Single page view By Skip Bayless
Page 2

Dear Kid,

I'm not sure if you're 10 or 20 or finding it hard to believe you're almost 30.

For all I know, I'm writing this to the ageless kid in me.

But in a way, kid, I'll feel sorry for you tonight. I fear you've been spoiled beyond repair. You've watched Home Run Derbies featuring Mark McGwire (in 1999) and Sammy Sosa (2000) at their larger-than-life strongest, and you'll inevitably find tonight's competition a toy-soldier bore.

Yes, I had the privilege of watching the solo slugfests by McGwire (at Fenway Park) and Sosa (Turner Field) from those press boxes. Well, "privilege" isn't the right word. Let's just say I was in the audience for both freak shows, and yes, I was in as much awe as anyone watching.

McGwire and Sosa, of course, had engaged in the Great Home Run Chase of 1998, with the Cardinals' Paul Bunyan outclubbing the Cubs' muscled-up version of Chico Escuela 70-66. Sosa sold it as two great friends going at it, which was a complete fabrication, but that's another story.

Then again, that was the homer-launching height of an entire era that was one big lie, wasn't it? The Steroid Era, it's now called in tougher-testing hindsight.

Even 10-year-olds know that.

You weren't exactly spoiled, kid. You were tricked. Now the Home Run Derby will never quite measure up to those juicefests.

Now, readers complain that we journalists should have reported at the time that so many sluggers were on steroids. Did I hear lots of wink-wink whispers? For years, kid. But did I have any proof? Did I witness a player injecting himself or find a teammate who would blow the whistle? No. I repeatedly tried and failed.

You cannot accuse a major-leaguer in print of using an illegal drug without double-source proof. Even now, we're still only at the strong suspicion stage. Even now, we have to be careful about what we write.

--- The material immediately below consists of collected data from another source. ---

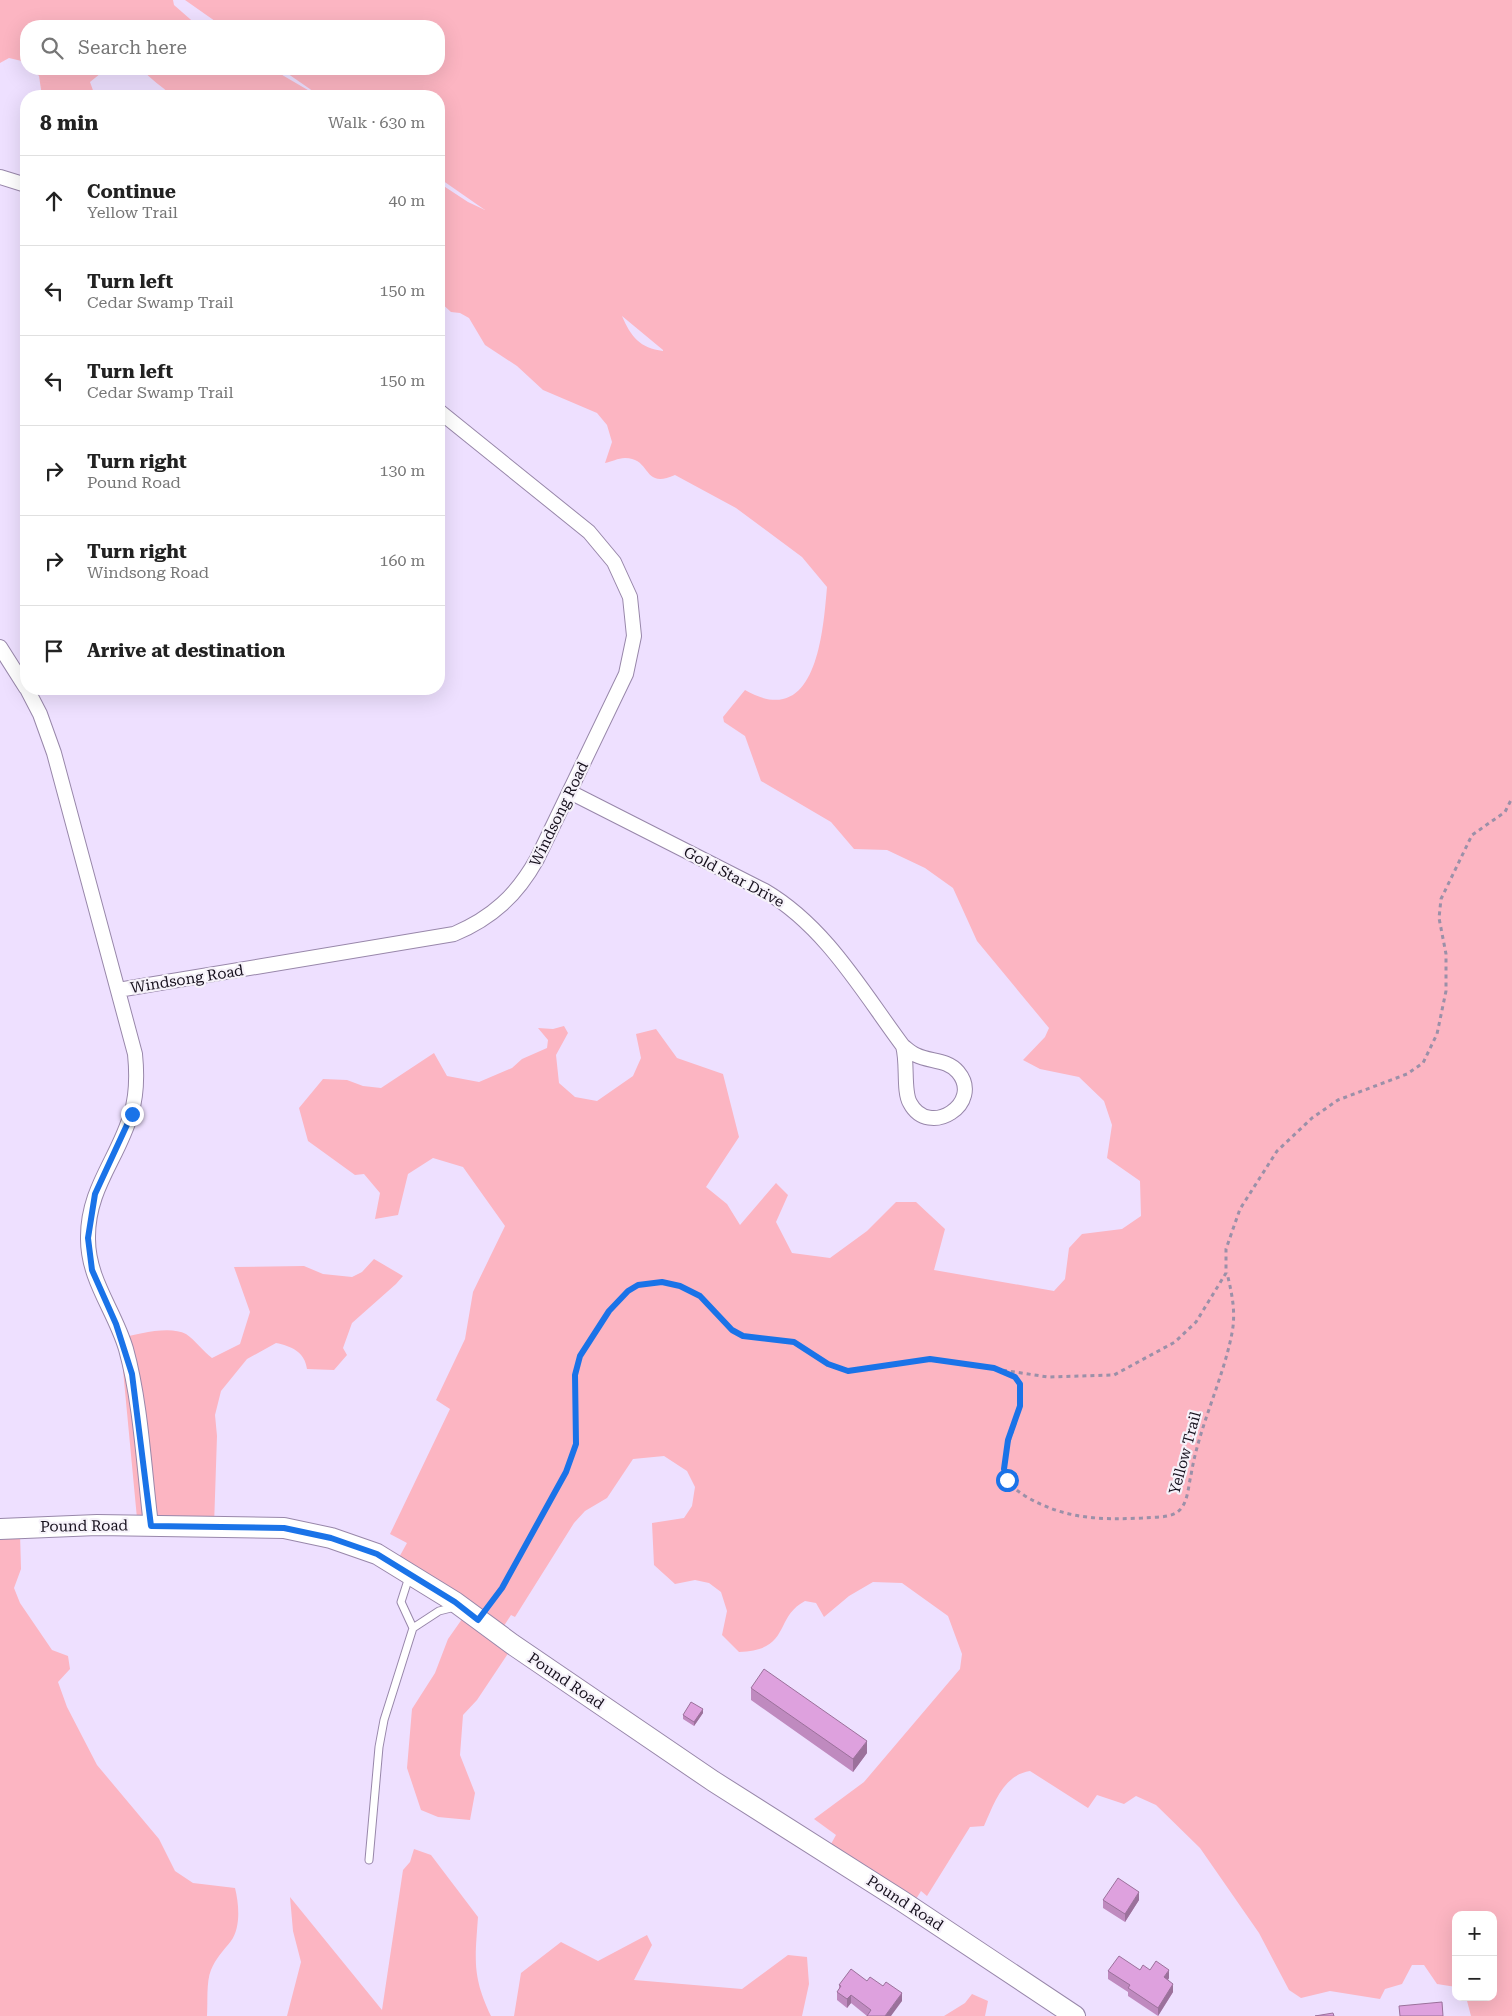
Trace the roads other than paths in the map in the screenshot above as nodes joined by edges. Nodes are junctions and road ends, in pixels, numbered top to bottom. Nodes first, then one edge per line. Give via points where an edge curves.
1 (0, 177) edge
2 (20, 183) edge
3 (445, 416) edge
4 (0, 647) edge
5 (20, 677) edge
6 (30, 695) edge
7 (570, 792) junction
8 (118, 990) junction
9 (903, 1046) junction
10 (151, 1526) junction
11 (0, 1530) edge
12 (410, 1574) junction
13 (460, 1606) junction
14 (413, 1628) junction
15 (368, 1860) dead end
16 (1075, 2016) edge

1 - 2 street
3 - 7 street, Windsong Road via 589,532 609,554 624,579 633,616 631,655 620,690
4 - 5 street, Windsong Road
6 - 8 street, Windsong Road via 54,753
7 - 8 street, Windsong Road via 520,887 497,911 468,928 438,938
7 - 9 street, Gold Star Drive via 765,891 793,909 828,944
8 - 10 street, Windsong Road via 135,1054 136,1084 132,1114 95,1194 88,1238 92,1270 116,1324 132,1374
9 - 9 street, Gold Star Drive via 907,1060 907,1093 915,1110 932,1119 951,1115 963,1100 964,1082 960,1073 944,1062 915,1055
10 - 11 street, Pound Road
10 - 12 street, Pound Road via 284,1528 331,1538 377,1554
12 - 13 street, Pound Road
12 - 14 lane via 401,1602
13 - 14 lane via 439,1611
13 - 16 street, Pound Road via 713,1781 902,1900
14 - 15 lane via 384,1720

Then again, kid, I'll be the first to admit I was as caught up in the daily home-run derbies as any fan. Obviously, chicks weren't the only ones who dug the long ball. And I'm talking l-o-n-g. For me, how far was even more awe-igniting than how many.

That night in '99 at Fenway, McGwire put on the greatest display of tape-measure slugging I'll probably ever witness. In Paul Bunyan's first round, the Green Monster might as well have been just another Devil Rays shortstop. McGwire's 13 homers were just beginning their ascent when they cleared baseball's most famous left-field wall.

Officials estimated the last one at 480 feet. Yet it traveled beyond the limits of measuring devices -- over Landsdowne Street, far into the night. Honestly, kid, it looked like it might hit the CITGO Sign in Kenmore Square on one bounce.

Nomar Garciaparra, then with the Red Sox, told reporters: "I'd like to question some of those measurements. I don't think it's 480 feet to the Mass Pike."

McGwire, who exhausted himself in the first round, hit only three in the second and didn't make it to the finals. That's why the format is flawed -- and why so many All-Star sluggers began dodging the Monday night contest. The bar -- or "juice" bar -- was raised too high. Too much pressure to hit too many homers too far for too many rounds.